#### Supplied records
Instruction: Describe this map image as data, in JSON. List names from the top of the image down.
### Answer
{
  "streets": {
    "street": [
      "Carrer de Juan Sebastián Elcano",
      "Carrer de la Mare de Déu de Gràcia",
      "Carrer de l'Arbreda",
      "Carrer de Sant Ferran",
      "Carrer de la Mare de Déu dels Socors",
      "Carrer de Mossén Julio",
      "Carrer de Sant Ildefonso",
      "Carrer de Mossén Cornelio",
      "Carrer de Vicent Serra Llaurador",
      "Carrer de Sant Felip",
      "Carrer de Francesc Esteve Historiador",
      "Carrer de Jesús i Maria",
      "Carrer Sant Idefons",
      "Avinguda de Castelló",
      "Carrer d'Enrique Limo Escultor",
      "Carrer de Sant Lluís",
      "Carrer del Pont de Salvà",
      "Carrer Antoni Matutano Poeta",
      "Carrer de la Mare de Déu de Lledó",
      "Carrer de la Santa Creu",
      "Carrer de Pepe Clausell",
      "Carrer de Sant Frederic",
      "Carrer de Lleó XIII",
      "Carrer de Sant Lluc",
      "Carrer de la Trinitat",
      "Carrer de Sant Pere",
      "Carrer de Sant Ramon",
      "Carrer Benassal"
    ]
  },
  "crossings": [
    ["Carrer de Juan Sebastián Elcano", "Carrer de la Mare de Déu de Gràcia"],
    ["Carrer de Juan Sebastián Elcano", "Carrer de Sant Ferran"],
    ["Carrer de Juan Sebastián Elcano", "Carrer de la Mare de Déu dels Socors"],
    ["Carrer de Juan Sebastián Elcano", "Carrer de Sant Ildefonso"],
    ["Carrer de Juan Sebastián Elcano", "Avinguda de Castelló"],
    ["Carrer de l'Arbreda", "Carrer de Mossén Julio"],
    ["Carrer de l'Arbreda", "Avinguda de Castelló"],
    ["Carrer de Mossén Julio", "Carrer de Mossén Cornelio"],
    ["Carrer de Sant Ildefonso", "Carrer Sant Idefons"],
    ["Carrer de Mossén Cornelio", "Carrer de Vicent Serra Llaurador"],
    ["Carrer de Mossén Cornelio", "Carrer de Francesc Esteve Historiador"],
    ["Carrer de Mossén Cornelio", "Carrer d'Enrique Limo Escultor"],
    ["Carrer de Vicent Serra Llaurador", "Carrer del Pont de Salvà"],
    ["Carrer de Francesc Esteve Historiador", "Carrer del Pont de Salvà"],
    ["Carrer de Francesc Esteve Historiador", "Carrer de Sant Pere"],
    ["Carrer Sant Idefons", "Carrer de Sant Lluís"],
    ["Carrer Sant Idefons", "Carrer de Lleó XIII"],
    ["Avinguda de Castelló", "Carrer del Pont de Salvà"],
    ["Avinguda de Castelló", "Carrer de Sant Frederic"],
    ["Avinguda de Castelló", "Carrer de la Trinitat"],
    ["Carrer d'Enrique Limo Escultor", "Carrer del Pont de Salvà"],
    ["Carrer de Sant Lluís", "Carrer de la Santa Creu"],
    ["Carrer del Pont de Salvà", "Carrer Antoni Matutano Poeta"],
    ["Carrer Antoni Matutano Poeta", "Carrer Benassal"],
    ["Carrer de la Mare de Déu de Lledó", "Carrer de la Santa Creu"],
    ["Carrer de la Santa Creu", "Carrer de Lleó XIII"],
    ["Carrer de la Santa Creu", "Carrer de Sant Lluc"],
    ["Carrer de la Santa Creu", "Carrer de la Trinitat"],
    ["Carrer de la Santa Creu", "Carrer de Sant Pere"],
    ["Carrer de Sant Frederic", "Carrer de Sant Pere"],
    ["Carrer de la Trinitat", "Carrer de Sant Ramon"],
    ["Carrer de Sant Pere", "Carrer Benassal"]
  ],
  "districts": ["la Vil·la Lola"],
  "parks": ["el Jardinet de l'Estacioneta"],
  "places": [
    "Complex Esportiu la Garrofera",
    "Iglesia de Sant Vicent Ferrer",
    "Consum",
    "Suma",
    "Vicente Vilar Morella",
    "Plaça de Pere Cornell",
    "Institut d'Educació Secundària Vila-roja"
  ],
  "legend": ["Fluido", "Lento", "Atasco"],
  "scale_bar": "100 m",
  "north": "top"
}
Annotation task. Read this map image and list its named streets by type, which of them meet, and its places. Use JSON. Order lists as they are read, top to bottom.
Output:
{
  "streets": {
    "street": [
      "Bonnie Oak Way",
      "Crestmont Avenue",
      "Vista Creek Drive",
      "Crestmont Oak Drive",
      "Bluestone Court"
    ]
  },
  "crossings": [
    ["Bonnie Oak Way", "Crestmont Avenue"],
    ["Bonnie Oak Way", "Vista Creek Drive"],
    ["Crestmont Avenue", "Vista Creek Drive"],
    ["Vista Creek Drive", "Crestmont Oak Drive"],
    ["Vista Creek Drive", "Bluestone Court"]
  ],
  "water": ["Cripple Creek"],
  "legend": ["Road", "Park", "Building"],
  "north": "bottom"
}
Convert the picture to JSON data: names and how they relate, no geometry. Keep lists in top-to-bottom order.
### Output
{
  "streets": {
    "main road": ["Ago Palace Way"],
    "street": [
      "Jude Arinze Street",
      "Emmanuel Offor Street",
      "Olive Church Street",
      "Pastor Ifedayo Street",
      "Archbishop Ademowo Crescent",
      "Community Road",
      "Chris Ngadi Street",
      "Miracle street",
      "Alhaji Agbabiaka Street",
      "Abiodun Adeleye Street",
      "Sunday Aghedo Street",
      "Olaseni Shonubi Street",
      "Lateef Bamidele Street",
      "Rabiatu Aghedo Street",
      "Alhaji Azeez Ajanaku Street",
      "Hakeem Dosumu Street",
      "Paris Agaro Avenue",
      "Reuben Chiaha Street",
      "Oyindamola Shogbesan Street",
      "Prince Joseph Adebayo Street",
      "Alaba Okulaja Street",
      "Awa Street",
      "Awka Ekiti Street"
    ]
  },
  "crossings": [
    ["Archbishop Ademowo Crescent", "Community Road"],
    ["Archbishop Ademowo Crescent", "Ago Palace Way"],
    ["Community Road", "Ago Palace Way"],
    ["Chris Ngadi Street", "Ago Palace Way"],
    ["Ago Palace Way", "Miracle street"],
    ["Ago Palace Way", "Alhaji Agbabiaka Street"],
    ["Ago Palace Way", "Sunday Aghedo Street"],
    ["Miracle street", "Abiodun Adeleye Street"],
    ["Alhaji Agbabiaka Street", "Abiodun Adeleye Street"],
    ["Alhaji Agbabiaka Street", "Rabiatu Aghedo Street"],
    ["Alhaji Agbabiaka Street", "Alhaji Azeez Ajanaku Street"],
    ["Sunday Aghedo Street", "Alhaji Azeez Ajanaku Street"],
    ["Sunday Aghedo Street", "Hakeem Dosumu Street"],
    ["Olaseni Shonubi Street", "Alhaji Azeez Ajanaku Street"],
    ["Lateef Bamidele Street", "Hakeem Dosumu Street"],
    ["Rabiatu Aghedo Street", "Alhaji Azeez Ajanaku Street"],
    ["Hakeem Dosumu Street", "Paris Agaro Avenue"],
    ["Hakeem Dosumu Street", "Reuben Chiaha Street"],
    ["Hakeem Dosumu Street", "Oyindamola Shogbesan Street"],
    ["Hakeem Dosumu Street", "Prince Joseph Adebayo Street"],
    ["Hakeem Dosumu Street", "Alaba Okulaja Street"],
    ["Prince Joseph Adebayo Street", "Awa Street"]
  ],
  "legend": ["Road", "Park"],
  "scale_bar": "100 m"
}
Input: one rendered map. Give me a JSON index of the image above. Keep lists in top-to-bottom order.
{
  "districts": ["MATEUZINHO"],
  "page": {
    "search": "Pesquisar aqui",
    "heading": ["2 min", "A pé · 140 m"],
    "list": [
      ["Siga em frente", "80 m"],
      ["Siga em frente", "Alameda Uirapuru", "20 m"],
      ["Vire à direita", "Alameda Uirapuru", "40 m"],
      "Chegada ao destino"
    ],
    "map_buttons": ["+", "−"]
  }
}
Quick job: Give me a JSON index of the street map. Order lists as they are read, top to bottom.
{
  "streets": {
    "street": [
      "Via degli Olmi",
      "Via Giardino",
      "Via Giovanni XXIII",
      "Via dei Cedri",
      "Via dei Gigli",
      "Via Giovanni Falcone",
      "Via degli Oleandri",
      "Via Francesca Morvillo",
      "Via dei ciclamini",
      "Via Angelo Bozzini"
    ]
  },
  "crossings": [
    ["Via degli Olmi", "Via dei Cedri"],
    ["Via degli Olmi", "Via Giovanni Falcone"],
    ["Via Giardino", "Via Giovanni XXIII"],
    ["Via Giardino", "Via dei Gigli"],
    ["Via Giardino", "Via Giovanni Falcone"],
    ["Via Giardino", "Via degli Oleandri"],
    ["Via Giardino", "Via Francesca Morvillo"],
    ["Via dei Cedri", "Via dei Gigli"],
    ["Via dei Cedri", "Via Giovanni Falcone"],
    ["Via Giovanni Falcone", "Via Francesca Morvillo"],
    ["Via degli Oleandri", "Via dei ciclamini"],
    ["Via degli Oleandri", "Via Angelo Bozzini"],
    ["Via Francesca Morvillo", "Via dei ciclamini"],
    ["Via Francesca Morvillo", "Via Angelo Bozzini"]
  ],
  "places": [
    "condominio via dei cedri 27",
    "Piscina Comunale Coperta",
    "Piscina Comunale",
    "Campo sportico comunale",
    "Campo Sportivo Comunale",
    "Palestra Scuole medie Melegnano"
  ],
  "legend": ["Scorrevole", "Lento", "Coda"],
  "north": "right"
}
########
**Directions for this task**:
Pull every line containing the word "Joseph" out of the listing.

**Answer area**:
      "Prince Joseph Adebayo Street",
    ["Hakeem Dosumu Street", "Prince Joseph Adebayo Street"],
    ["Prince Joseph Adebayo Street", "Awa Street"]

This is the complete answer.